■ WHAT THE TASK ASKS: In this exercise, the data must be written out exactly.

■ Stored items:
· · · · ·

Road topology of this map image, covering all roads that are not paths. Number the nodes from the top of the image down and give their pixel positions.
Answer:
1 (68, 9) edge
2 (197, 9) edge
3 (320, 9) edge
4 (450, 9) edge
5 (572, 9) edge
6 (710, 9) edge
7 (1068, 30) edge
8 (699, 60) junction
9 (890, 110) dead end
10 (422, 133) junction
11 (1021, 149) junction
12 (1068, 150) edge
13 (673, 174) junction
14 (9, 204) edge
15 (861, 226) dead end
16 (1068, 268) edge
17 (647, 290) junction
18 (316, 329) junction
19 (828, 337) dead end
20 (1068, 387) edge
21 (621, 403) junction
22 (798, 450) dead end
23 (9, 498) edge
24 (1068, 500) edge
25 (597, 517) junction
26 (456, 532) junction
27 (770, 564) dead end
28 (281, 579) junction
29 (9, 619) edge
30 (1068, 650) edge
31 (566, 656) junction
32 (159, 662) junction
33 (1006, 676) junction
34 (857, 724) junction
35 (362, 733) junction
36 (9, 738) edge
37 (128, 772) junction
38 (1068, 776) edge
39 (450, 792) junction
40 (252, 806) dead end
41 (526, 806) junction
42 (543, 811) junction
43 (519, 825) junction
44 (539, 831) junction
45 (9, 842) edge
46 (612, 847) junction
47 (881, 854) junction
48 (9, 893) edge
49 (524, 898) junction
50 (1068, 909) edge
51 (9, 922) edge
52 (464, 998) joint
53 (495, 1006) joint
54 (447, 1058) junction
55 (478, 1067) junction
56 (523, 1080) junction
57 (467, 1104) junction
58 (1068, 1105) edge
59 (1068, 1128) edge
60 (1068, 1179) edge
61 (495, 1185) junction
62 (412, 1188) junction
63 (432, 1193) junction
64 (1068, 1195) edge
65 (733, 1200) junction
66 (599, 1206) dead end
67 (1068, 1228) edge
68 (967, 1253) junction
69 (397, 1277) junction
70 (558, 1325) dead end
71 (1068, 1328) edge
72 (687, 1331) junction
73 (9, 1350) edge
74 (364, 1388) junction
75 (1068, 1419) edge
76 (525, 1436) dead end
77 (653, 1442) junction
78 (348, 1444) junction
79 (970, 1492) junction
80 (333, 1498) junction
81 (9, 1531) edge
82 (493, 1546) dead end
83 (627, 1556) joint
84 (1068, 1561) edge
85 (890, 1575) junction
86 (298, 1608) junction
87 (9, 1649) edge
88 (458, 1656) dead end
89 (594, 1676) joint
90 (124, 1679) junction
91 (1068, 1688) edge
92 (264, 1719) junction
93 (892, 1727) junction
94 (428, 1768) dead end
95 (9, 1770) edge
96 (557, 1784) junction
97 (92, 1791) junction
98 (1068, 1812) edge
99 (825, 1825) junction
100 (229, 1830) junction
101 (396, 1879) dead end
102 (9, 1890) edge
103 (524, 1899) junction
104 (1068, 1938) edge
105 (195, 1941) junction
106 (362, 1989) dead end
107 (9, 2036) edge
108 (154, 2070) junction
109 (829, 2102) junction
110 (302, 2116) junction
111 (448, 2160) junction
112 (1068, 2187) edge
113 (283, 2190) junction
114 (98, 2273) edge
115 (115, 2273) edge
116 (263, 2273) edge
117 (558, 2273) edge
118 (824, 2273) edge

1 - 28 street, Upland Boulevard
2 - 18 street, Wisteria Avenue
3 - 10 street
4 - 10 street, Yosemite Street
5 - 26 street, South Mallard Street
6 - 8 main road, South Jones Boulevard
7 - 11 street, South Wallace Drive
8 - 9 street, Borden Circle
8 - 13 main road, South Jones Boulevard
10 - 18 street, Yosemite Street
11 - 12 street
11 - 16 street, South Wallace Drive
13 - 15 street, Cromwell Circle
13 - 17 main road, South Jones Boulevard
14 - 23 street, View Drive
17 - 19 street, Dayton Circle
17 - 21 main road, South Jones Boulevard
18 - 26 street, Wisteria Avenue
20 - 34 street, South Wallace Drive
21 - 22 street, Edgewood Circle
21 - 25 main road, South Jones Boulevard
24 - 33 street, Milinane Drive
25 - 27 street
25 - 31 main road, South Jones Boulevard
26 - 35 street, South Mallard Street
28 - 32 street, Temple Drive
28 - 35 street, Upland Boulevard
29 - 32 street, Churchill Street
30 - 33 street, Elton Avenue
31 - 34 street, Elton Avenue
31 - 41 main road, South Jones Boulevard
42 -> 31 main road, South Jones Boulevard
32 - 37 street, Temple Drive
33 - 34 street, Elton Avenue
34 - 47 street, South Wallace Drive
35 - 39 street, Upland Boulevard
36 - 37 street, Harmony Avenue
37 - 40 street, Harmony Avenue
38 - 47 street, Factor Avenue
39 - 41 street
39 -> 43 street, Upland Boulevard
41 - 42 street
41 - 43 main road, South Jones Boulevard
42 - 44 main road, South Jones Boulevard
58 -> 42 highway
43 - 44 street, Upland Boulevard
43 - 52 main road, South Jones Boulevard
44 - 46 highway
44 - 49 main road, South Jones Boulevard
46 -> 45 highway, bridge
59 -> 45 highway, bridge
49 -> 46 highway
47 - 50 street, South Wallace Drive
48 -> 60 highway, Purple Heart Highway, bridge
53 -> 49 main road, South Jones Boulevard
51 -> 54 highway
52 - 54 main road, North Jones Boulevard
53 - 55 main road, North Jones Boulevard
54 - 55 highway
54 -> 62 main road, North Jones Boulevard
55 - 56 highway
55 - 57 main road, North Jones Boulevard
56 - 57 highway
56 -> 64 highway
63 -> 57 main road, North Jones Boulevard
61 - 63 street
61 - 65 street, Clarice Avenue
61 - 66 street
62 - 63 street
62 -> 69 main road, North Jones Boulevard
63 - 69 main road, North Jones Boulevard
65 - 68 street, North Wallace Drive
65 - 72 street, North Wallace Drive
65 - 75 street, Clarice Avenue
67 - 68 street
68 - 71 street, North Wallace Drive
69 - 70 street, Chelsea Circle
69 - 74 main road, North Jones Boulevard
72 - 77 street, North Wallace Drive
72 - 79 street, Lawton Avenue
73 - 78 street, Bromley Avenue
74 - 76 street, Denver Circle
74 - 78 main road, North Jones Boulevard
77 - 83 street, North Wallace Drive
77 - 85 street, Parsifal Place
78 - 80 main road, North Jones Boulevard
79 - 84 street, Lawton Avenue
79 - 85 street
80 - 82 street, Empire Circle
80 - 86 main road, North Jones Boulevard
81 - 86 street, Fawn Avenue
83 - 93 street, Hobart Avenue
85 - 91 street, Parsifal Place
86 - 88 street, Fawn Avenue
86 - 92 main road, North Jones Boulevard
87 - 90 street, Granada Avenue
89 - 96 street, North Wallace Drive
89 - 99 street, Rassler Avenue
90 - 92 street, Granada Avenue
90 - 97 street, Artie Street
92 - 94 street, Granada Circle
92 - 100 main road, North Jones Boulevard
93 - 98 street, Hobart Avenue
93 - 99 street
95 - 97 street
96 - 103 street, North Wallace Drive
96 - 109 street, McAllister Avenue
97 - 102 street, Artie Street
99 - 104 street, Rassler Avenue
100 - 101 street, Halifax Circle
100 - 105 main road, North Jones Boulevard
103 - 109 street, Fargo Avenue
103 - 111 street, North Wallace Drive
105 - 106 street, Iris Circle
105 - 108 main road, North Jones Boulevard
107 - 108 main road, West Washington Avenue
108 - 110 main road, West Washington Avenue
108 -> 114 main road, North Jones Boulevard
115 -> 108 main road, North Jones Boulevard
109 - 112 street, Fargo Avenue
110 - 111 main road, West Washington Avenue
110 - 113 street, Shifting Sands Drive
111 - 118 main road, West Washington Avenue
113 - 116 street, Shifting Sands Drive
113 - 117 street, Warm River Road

· · · · ·

■ PROBLEM SOLUTION:
Road topology of this map image, covering all roads that are not paths. Number the nodes from the top of the image down and give their pixel positions.
Answer:
1 (68, 9) edge
2 (197, 9) edge
3 (320, 9) edge
4 (450, 9) edge
5 (572, 9) edge
6 (710, 9) edge
7 (1068, 30) edge
8 (699, 60) junction
9 (890, 110) dead end
10 (422, 133) junction
11 (1021, 149) junction
12 (1068, 150) edge
13 (673, 174) junction
14 (9, 204) edge
15 (861, 226) dead end
16 (1068, 268) edge
17 (647, 290) junction
18 (316, 329) junction
19 (828, 337) dead end
20 (1068, 387) edge
21 (621, 403) junction
22 (798, 450) dead end
23 (9, 498) edge
24 (1068, 500) edge
25 (597, 517) junction
26 (456, 532) junction
27 (770, 564) dead end
28 (281, 579) junction
29 (9, 619) edge
30 (1068, 650) edge
31 (566, 656) junction
32 (159, 662) junction
33 (1006, 676) junction
34 (857, 724) junction
35 (362, 733) junction
36 (9, 738) edge
37 (128, 772) junction
38 (1068, 776) edge
39 (450, 792) junction
40 (252, 806) dead end
41 (526, 806) junction
42 (543, 811) junction
43 (519, 825) junction
44 (539, 831) junction
45 (9, 842) edge
46 (612, 847) junction
47 (881, 854) junction
48 (9, 893) edge
49 (524, 898) junction
50 (1068, 909) edge
51 (9, 922) edge
52 (464, 998) joint
53 (495, 1006) joint
54 (447, 1058) junction
55 (478, 1067) junction
56 (523, 1080) junction
57 (467, 1104) junction
58 (1068, 1105) edge
59 (1068, 1128) edge
60 (1068, 1179) edge
61 (495, 1185) junction
62 (412, 1188) junction
63 (432, 1193) junction
64 (1068, 1195) edge
65 (733, 1200) junction
66 (599, 1206) dead end
67 (1068, 1228) edge
68 (967, 1253) junction
69 (397, 1277) junction
70 (558, 1325) dead end
71 (1068, 1328) edge
72 (687, 1331) junction
73 (9, 1350) edge
74 (364, 1388) junction
75 (1068, 1419) edge
76 (525, 1436) dead end
77 (653, 1442) junction
78 (348, 1444) junction
79 (970, 1492) junction
80 (333, 1498) junction
81 (9, 1531) edge
82 (493, 1546) dead end
83 (627, 1556) joint
84 (1068, 1561) edge
85 (890, 1575) junction
86 (298, 1608) junction
87 (9, 1649) edge
88 (458, 1656) dead end
89 (594, 1676) joint
90 (124, 1679) junction
91 (1068, 1688) edge
92 (264, 1719) junction
93 (892, 1727) junction
94 (428, 1768) dead end
95 (9, 1770) edge
96 (557, 1784) junction
97 (92, 1791) junction
98 (1068, 1812) edge
99 (825, 1825) junction
100 (229, 1830) junction
101 (396, 1879) dead end
102 (9, 1890) edge
103 (524, 1899) junction
104 (1068, 1938) edge
105 (195, 1941) junction
106 (362, 1989) dead end
107 (9, 2036) edge
108 (154, 2070) junction
109 (829, 2102) junction
110 (302, 2116) junction
111 (448, 2160) junction
112 (1068, 2187) edge
113 (283, 2190) junction
114 (98, 2273) edge
115 (115, 2273) edge
116 (263, 2273) edge
117 (558, 2273) edge
118 (824, 2273) edge

1 - 28 street, Upland Boulevard
2 - 18 street, Wisteria Avenue
3 - 10 street
4 - 10 street, Yosemite Street
5 - 26 street, South Mallard Street
6 - 8 main road, South Jones Boulevard
7 - 11 street, South Wallace Drive
8 - 9 street, Borden Circle
8 - 13 main road, South Jones Boulevard
10 - 18 street, Yosemite Street
11 - 12 street
11 - 16 street, South Wallace Drive
13 - 15 street, Cromwell Circle
13 - 17 main road, South Jones Boulevard
14 - 23 street, View Drive
17 - 19 street, Dayton Circle
17 - 21 main road, South Jones Boulevard
18 - 26 street, Wisteria Avenue
20 - 34 street, South Wallace Drive
21 - 22 street, Edgewood Circle
21 - 25 main road, South Jones Boulevard
24 - 33 street, Milinane Drive
25 - 27 street
25 - 31 main road, South Jones Boulevard
26 - 35 street, South Mallard Street
28 - 32 street, Temple Drive
28 - 35 street, Upland Boulevard
29 - 32 street, Churchill Street
30 - 33 street, Elton Avenue
31 - 34 street, Elton Avenue
31 - 41 main road, South Jones Boulevard
42 -> 31 main road, South Jones Boulevard
32 - 37 street, Temple Drive
33 - 34 street, Elton Avenue
34 - 47 street, South Wallace Drive
35 - 39 street, Upland Boulevard
36 - 37 street, Harmony Avenue
37 - 40 street, Harmony Avenue
38 - 47 street, Factor Avenue
39 - 41 street
39 -> 43 street, Upland Boulevard
41 - 42 street
41 - 43 main road, South Jones Boulevard
42 - 44 main road, South Jones Boulevard
58 -> 42 highway
43 - 44 street, Upland Boulevard
43 - 52 main road, South Jones Boulevard
44 - 46 highway
44 - 49 main road, South Jones Boulevard
46 -> 45 highway, bridge
59 -> 45 highway, bridge
49 -> 46 highway
47 - 50 street, South Wallace Drive
48 -> 60 highway, Purple Heart Highway, bridge
53 -> 49 main road, South Jones Boulevard
51 -> 54 highway
52 - 54 main road, North Jones Boulevard
53 - 55 main road, North Jones Boulevard
54 - 55 highway
54 -> 62 main road, North Jones Boulevard
55 - 56 highway
55 - 57 main road, North Jones Boulevard
56 - 57 highway
56 -> 64 highway
63 -> 57 main road, North Jones Boulevard
61 - 63 street
61 - 65 street, Clarice Avenue
61 - 66 street
62 - 63 street
62 -> 69 main road, North Jones Boulevard
63 - 69 main road, North Jones Boulevard
65 - 68 street, North Wallace Drive
65 - 72 street, North Wallace Drive
65 - 75 street, Clarice Avenue
67 - 68 street
68 - 71 street, North Wallace Drive
69 - 70 street, Chelsea Circle
69 - 74 main road, North Jones Boulevard
72 - 77 street, North Wallace Drive
72 - 79 street, Lawton Avenue
73 - 78 street, Bromley Avenue
74 - 76 street, Denver Circle
74 - 78 main road, North Jones Boulevard
77 - 83 street, North Wallace Drive
77 - 85 street, Parsifal Place
78 - 80 main road, North Jones Boulevard
79 - 84 street, Lawton Avenue
79 - 85 street
80 - 82 street, Empire Circle
80 - 86 main road, North Jones Boulevard
81 - 86 street, Fawn Avenue
83 - 93 street, Hobart Avenue
85 - 91 street, Parsifal Place
86 - 88 street, Fawn Avenue
86 - 92 main road, North Jones Boulevard
87 - 90 street, Granada Avenue
89 - 96 street, North Wallace Drive
89 - 99 street, Rassler Avenue
90 - 92 street, Granada Avenue
90 - 97 street, Artie Street
92 - 94 street, Granada Circle
92 - 100 main road, North Jones Boulevard
93 - 98 street, Hobart Avenue
93 - 99 street
95 - 97 street
96 - 103 street, North Wallace Drive
96 - 109 street, McAllister Avenue
97 - 102 street, Artie Street
99 - 104 street, Rassler Avenue
100 - 101 street, Halifax Circle
100 - 105 main road, North Jones Boulevard
103 - 109 street, Fargo Avenue
103 - 111 street, North Wallace Drive
105 - 106 street, Iris Circle
105 - 108 main road, North Jones Boulevard
107 - 108 main road, West Washington Avenue
108 - 110 main road, West Washington Avenue
108 -> 114 main road, North Jones Boulevard
115 -> 108 main road, North Jones Boulevard
109 - 112 street, Fargo Avenue
110 - 111 main road, West Washington Avenue
110 - 113 street, Shifting Sands Drive
111 - 118 main road, West Washington Avenue
113 - 116 street, Shifting Sands Drive
113 - 117 street, Warm River Road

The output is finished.